Au lieu d’investir dans la Recherche publique, l’État a choisi de rembourser par le Crédit Impôt Recherche des recherches privées dont il ne contrôle ni les thématiques (alignées sur les perspectives de développement commercial et non sur les besoins de la santé publique), ni la rigueur (protocoles optimisés pour favoriser les intérêts du promoteur, biais de publication), ni même la réalité. En asséchant la Recherche publique, il est aussi de plus en plus difficile de trouver pour l’expertise publique des experts indépendants des industriels. Les incitations délétères des financements publics pour la recherche, à travers les crédits Merri que reçoivent les CHU contribuent à la culture du publish or perish (publie ou crève), qui fait que la carrière des chercheurs et leur financement dépendent de la quantité d’articles qu’ils publient, trop souvent au détriment de leur qualité.

Que comptez-vous faire pour améliorer l’intégrité de la Recherche publique et privée ? 

Nous vous remercions à l’avance, Madame la candidate, Monsieur le candidat à l’élection présidentielle, des réponses que vous voudrez bien apporter à ces 5 questions qui nous semblent déterminantes pour l’avenir de notre système de santé.

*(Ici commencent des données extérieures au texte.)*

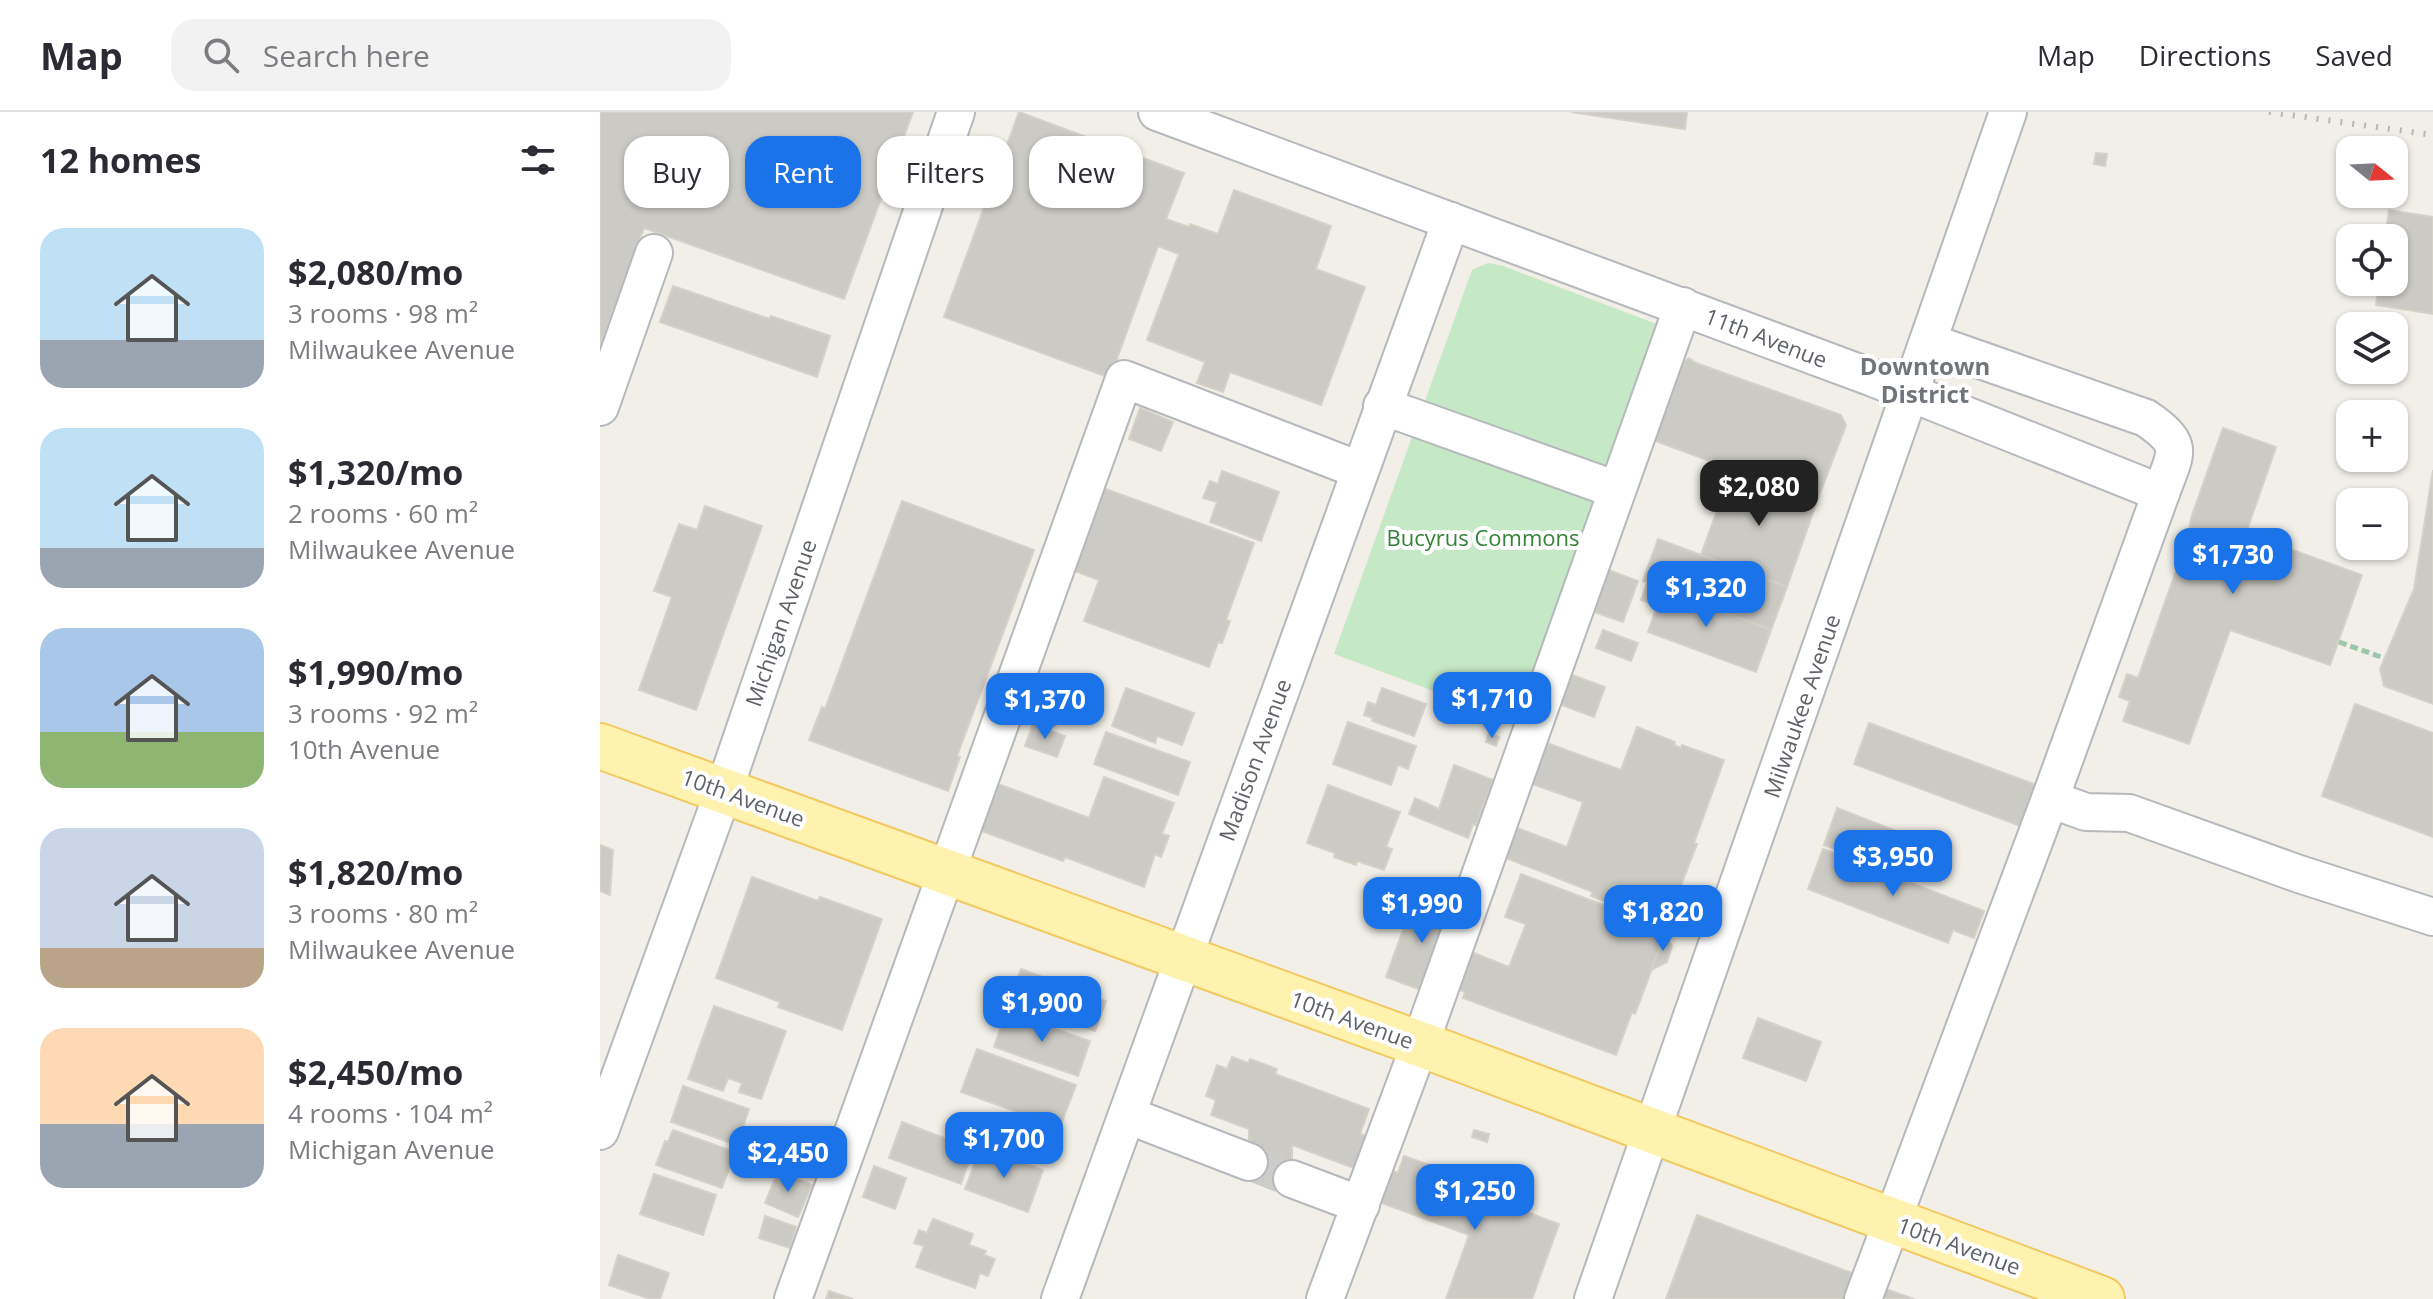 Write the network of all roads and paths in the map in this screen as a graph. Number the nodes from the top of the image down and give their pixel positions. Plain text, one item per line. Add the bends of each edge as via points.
1 (956, 112) edge
2 (1157, 112) edge
3 (2008, 112) edge
4 (1451, 221) junction
5 (654, 253) dead end
6 (1683, 306) junction
7 (1929, 342) junction
8 (1911, 392) junction
9 (1382, 406) junction
10 (600, 407) edge
11 (1359, 470) junction
12 (1617, 490) junction
13 (2161, 493) junction
14 (2339, 642) dead end
15 (2384, 658) dead end
16 (600, 746) edge
17 (724, 790) junction
18 (2050, 799) junction
19 (946, 872) junction
20 (2433, 917) edge
21 (1183, 960) junction
22 (1420, 1044) junction
23 (1127, 1115) junction
24 (600, 1131) edge
25 (1653, 1132) junction
26 (1249, 1162) tunnel mouth
27 (1292, 1179) tunnel mouth
28 (1361, 1205) junction
29 (1892, 1222) junction
30 (793, 1299) edge
31 (1060, 1299) edge
32 (1325, 1299) edge
33 (1593, 1299) edge
34 (1863, 1299) edge
35 (2102, 1299) edge

1 - 17 street, Michigan Avenue
2 - 4 street, 11th Avenue
3 - 7 street, Milwaukee Avenue
4 - 6 street, 11th Avenue
4 - 9 street, Madison Avenue
5 - 10 street
6 - 8 street, 11th Avenue
6 - 12 street
7 - 8 street, Milwaukee Avenue
7 - 13 street via 2146,418 2174,442
8 - 13 street, 11th Avenue
8 - 25 street, Milwaukee Avenue
9 - 11 street, Madison Avenue
9 - 12 street
11 - 19 street via 1124,379
11 - 21 street, Madison Avenue
12 - 22 street
13 - 18 street
14 - 15 path
16 - 17 main road, 10th Avenue
17 - 19 main road, 10th Avenue
17 - 24 street, Michigan Avenue
18 - 20 street via 2086,812 2129,813
18 - 29 street
19 - 21 main road, 10th Avenue
19 - 30 street
21 - 22 main road, 10th Avenue
21 - 23 street, Madison Avenue
22 - 25 main road, 10th Avenue
22 - 28 street
23 - 26 street
23 - 31 street, Madison Avenue
25 - 29 main road, 10th Avenue
25 - 33 street, Milwaukee Avenue
27 - 28 street
28 - 32 street
29 - 34 street
29 - 35 main road, 10th Avenue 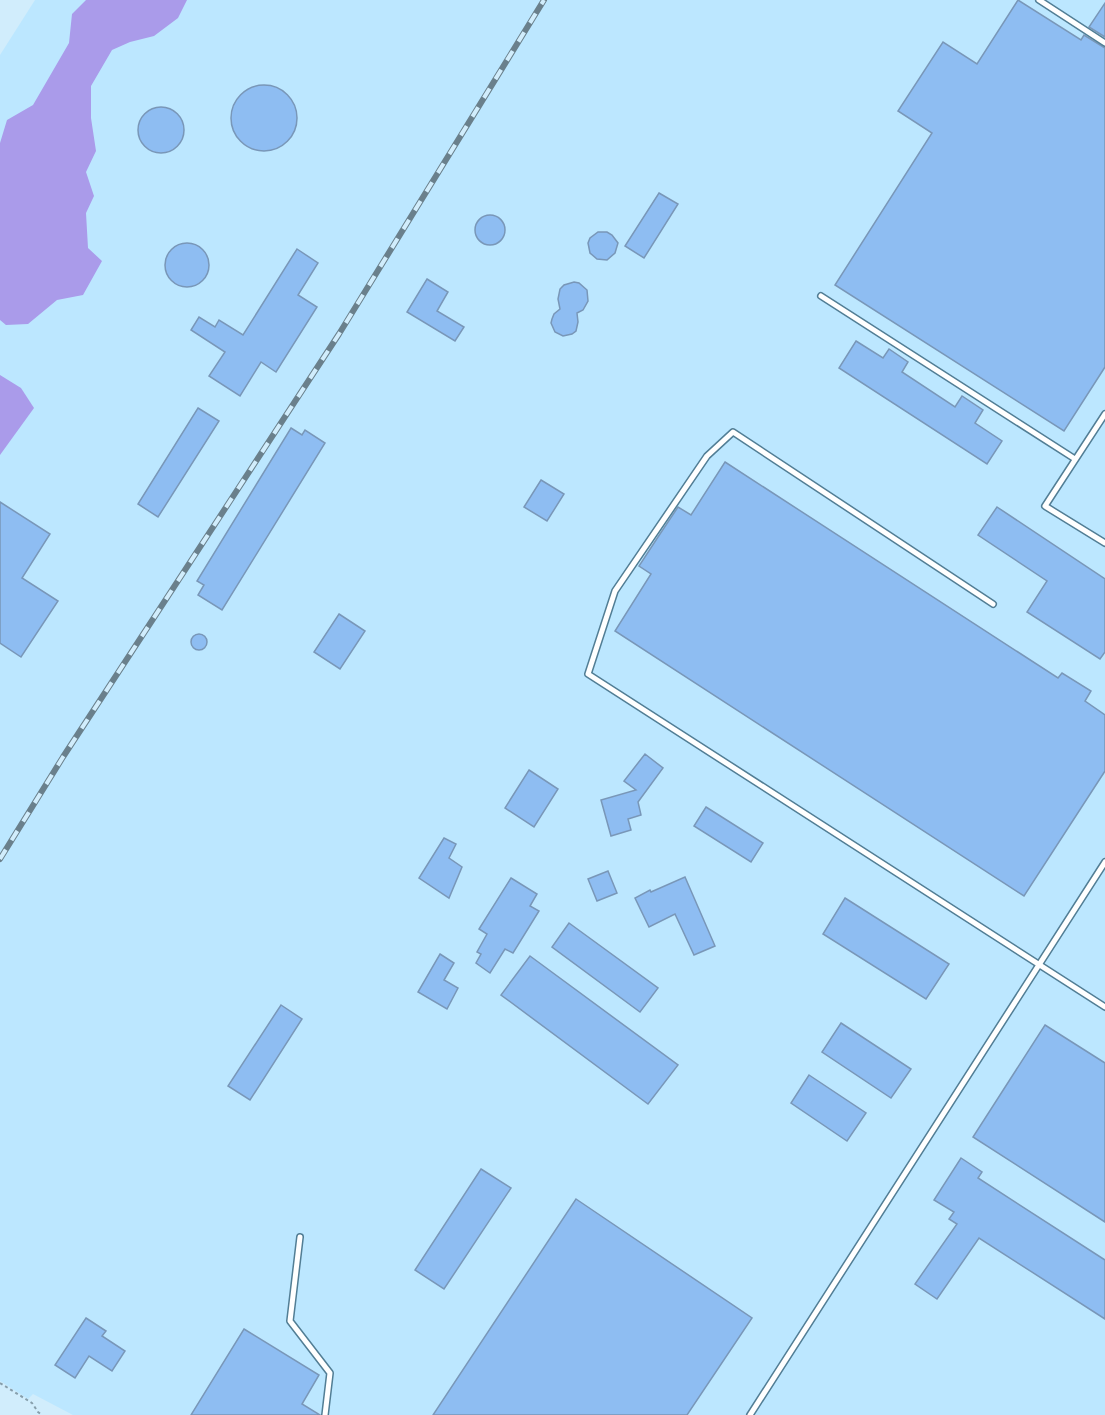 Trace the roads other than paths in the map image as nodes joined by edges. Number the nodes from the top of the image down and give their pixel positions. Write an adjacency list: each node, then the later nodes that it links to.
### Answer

Le Formindep publiera vos réponses sur son site. Elles témoigneront de l’importance réelle que vous accordez à ces questions. Elles permettront aux citoyen.nes de nourrir leur réflexion, et de faire un choix éclairé au moment du vote. Au-delà des évidents enjeux sanitaires et économiques, vous aurez perçu qu’il s’agit surtout de l’existence d’une démocratie sanitaire active ayant l’intérêt général comme unique objectif.

Dans l’attente, nous vous assurons, Madame la candidate, Monsieur le candidat à l’élection présidentielle, de nos sentiments les plus vigilants et indépendants.